Start of Block

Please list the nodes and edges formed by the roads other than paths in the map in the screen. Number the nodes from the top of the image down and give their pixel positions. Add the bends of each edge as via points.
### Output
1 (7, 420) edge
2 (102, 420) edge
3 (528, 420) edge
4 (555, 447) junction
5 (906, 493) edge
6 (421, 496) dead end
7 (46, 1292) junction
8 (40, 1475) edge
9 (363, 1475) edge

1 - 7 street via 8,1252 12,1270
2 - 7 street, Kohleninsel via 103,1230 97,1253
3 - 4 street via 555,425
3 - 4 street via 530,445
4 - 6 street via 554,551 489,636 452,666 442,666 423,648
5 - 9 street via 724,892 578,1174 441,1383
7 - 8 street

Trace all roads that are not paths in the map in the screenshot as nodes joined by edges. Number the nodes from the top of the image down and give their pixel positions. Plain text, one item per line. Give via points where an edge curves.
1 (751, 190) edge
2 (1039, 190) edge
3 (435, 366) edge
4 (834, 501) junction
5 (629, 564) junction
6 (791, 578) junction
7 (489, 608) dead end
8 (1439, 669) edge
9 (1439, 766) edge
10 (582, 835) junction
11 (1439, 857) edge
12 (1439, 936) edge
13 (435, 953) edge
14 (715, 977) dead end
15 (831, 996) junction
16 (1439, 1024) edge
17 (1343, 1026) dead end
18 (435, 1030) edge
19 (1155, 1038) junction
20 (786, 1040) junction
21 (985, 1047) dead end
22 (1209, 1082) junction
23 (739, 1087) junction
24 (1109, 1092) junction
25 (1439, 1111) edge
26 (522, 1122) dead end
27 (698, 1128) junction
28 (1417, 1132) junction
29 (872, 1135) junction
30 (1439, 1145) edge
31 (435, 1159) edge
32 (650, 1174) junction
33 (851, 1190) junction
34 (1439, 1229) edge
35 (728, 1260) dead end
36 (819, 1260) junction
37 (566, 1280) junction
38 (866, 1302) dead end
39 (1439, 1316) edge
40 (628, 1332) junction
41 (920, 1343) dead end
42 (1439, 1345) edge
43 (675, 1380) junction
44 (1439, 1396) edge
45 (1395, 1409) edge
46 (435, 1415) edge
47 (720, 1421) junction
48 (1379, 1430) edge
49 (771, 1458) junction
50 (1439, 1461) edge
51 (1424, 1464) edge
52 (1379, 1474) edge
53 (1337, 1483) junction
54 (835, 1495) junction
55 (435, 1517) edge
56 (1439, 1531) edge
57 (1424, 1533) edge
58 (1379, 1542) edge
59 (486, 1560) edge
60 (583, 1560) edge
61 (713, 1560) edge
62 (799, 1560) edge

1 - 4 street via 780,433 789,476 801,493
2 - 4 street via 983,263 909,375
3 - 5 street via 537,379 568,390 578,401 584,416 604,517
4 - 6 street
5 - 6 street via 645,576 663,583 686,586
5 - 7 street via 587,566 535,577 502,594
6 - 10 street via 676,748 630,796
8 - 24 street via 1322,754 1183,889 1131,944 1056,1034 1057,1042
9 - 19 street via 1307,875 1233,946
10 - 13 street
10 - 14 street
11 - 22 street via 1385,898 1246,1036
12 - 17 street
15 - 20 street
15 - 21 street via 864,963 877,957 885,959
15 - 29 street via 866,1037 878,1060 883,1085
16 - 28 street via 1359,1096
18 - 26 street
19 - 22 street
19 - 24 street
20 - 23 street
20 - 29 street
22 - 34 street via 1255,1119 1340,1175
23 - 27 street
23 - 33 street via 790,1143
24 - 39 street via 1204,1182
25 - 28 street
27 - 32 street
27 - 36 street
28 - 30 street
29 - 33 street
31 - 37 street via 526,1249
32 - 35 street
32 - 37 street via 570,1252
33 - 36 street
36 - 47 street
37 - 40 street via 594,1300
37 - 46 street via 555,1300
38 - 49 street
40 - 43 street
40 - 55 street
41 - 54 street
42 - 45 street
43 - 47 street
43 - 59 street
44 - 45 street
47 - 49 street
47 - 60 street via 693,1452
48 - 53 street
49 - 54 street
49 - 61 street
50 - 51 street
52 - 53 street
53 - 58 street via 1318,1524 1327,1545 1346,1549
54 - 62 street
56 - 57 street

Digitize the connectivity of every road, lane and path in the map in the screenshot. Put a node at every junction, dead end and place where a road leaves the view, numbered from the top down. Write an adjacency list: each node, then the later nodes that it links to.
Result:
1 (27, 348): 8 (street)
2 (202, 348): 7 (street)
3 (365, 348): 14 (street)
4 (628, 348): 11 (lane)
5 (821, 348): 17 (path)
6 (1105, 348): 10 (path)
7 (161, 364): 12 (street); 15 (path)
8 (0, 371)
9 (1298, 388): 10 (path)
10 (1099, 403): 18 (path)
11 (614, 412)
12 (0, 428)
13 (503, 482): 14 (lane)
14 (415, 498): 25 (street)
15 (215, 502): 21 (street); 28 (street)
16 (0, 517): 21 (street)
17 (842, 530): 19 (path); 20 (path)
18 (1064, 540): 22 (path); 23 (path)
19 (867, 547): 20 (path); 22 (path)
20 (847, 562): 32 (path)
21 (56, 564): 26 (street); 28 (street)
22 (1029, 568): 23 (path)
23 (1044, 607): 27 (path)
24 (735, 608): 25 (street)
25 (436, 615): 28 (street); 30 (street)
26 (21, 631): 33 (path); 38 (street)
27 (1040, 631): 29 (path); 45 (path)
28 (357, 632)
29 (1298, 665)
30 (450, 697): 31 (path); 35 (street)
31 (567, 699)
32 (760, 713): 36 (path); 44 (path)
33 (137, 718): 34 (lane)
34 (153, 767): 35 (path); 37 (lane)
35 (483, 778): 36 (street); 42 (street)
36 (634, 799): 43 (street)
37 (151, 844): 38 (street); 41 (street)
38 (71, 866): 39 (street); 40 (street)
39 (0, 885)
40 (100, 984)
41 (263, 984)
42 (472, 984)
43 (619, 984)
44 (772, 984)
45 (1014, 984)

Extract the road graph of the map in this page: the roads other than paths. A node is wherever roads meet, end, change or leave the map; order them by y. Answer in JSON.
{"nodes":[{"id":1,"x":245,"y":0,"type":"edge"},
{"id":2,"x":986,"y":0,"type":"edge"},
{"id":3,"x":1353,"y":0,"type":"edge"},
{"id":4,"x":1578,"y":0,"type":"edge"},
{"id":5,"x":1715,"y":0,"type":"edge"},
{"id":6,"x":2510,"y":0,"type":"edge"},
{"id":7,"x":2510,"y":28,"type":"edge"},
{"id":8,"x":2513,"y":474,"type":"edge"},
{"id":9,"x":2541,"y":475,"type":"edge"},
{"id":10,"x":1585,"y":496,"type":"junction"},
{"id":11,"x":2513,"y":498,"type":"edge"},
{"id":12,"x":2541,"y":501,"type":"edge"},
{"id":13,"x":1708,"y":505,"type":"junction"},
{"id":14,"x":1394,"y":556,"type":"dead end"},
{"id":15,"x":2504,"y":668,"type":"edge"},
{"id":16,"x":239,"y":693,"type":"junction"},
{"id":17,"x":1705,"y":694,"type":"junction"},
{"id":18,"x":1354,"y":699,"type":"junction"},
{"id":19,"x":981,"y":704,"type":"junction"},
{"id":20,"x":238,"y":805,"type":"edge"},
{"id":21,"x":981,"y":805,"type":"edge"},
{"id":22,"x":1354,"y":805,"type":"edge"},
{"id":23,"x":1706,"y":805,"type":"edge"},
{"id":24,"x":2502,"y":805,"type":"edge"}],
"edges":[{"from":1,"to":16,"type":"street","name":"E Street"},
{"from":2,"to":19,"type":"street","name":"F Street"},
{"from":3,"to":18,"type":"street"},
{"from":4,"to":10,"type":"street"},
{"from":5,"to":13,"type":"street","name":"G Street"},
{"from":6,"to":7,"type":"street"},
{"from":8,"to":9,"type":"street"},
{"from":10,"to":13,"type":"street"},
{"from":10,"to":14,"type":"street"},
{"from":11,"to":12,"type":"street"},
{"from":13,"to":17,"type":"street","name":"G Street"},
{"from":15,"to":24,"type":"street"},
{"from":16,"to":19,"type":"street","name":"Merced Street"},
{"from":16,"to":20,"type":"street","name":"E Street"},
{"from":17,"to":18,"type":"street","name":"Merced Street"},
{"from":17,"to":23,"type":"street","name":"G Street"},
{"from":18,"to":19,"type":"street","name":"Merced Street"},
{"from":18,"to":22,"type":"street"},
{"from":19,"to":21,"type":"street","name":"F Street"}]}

End of Block

Problem details
Scan the data above for the word "other", then copy every line that holds it.

Output for this exercise
Please list the nodes and edges formed by the roads other than paths in the map in the screen. Number the nodes from the top of the image down and give their pixel positions. Add the bends of each edge as via points.
Extract the road graph of the map in this page: the roads other than paths. A node is wherever roads meet, end, change or leave the map; order them by y. Answer in JSON.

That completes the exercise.